In Southeast Alaska, fishing is the top job creator. In terms of workforce size – nearly 10,000 full time equivalent jobs – seafood is the largest private sector employer in the region. Southeast Alaskans own more commercial fishing vessels, and have more shore processors, than any other Alaska region. Salmon reigns in Southeast; 72 percent of the regions wholesale value comes from salmon.

Southeast has more direct employment from fishing, but Southcentral has more resident commercial fishermen. One-third of Alaska’s resident commercial fishermen live in Southcentral, more than any other region with 7,000 full time equivalent jobs considering secondary impacts. In Southcentral, 86 percent of the total wholesale fisheries value is from salmon.

Kodiak, which hosts 10 different processors for its diverse fisheries, is the third largest commercial fishing port in the U.S. by volume and ex-vessel value. 5,150 direct jobs in fishing, processing, and support come from the region, and 8,350 full time equivalent jobs total considering secondary impacts.

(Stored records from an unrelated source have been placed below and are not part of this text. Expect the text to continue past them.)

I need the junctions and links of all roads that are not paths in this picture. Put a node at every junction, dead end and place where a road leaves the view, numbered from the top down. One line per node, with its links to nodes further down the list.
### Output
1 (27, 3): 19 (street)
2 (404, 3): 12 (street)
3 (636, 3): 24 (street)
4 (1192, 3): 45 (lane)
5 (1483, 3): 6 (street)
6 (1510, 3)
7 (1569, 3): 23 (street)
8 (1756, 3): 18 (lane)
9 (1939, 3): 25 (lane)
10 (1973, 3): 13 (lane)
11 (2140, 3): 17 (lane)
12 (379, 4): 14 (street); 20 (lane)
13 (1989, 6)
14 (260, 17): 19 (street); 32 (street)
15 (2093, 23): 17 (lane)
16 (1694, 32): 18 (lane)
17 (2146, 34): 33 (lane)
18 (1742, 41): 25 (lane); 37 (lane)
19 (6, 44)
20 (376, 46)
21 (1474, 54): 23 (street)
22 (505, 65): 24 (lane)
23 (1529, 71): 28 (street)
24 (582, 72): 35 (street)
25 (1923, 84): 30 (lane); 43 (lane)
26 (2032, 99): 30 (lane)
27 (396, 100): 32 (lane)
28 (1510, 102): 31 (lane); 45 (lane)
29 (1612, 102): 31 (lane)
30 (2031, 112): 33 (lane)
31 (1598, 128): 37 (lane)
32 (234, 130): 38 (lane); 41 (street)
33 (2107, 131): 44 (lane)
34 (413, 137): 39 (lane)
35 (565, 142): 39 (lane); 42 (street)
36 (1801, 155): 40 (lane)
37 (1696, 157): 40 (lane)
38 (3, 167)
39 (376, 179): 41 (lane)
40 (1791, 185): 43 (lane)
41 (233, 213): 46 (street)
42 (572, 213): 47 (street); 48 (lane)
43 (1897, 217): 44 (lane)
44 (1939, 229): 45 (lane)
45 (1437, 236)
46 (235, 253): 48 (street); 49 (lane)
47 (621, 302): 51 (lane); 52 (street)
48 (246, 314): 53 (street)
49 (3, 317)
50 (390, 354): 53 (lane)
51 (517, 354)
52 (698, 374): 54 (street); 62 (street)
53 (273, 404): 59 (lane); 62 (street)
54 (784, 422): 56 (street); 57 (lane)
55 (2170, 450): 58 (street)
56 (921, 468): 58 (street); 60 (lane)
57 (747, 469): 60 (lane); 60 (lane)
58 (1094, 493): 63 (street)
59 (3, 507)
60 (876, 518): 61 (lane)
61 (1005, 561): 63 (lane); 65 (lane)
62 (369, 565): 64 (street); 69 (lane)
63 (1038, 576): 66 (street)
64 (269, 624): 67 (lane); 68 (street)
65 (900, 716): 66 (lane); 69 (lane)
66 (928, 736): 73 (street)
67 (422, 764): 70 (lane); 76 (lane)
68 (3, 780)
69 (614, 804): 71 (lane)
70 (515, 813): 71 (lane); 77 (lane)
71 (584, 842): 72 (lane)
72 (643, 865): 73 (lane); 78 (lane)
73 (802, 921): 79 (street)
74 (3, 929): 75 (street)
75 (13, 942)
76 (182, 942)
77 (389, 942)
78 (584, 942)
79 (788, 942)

The Bering Sea and Aleutian Islands region holds 10,300 full time equivalent jobs, half of which are related to the processing. 53 percent of the region’s value comes from pollock

Bristol Bay totals 4,650 full time equivalent jobs, and is almost entirely dependent on salmon, with 96 percent of wholesale value in the region from salmon.

The Arctic-Yukon-Kuskokwim area, as one of the lowest density areas in the state, has only 860 full time equivalent jobs related to commercial fishing.